Alguns críticos alegam que um banco de desenvolvimento deveria fazer menos para titãs empresariais e mais para nutrir pequenas empresas e setores econômicos nascentes, em parte para diversificar a economia brasileira, dependente das commodities. Apenas um quarto dos empréstimos do BNDES no ano passado foram para empresas com faturamento inferior a R$ 60 milhões. Coutinho diz que o banco reserva seus empréstimos mais baratos para empresas em setores "inovadores", mas que eles não são tão abundantes quanto ele gostaria.
Outros criticam o financiamento de aquisições empresariais no exterior. "Como é que o Brasil se beneficia quando a JBS compra uma empresa americana que vende comida americana a consumidores americanos? Isso nem aumenta nossas exportações", diz Mansueto Almeida, técnico do Instituto de Pesquisa Econômica Aplicada, o Ipea.
O principal ponto do crédito do BNDES que preocupa alguns é que ele continua a um ritmo bem superior ao de antes da crise, apesar da recuperação da economia brasileira. O banco concedeu R$ 168,4 bilhões ano passado, o maior valor de sua história.
"Uma coisa é ter um plano de emergência para um momento de crise mundial, outra é tornar isso a política normal", diz Gustavo Loyola, ex-presidente do BC.
O governo reduziu seu aporte ao banco a R$ 55 bilhões este ano e quer reduzi-lo mais, embora esse valor também continue bem acima do nível de antes da crise. Coutinho definiu planos para reduzir lentamente o papel do BNDES na economia, diminuindo a porcentagem que financiará de grandes projetos.

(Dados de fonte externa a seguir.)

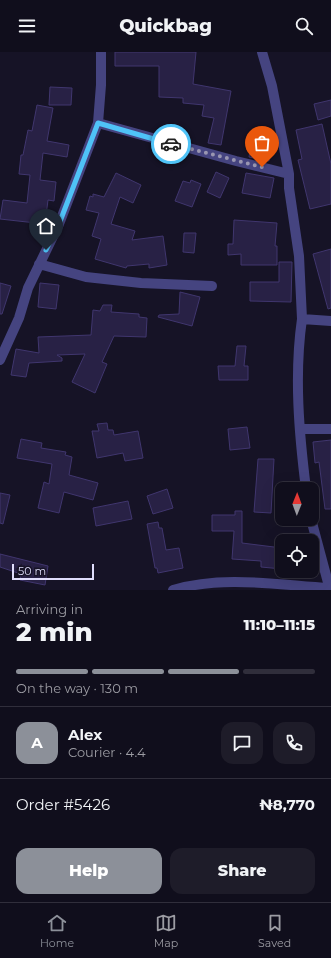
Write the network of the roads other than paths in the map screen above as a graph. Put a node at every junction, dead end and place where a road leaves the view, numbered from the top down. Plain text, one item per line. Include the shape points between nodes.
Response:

Realisticamente, esse papel só pode diminuir até um certo ponto, por causa dos grandes projetos de infraestrutura previstos para a Copa do Mundo e a Olimpíada de 2016. Estádios e outras instalações terão de ser erguidos. O governo também quer modernizar redes de energia, estradas e ferrovias. Só para a planejada linha férrea que deve ligar São Paulo a Rio, o BNDES deve emprestar R$ 20 bilhões.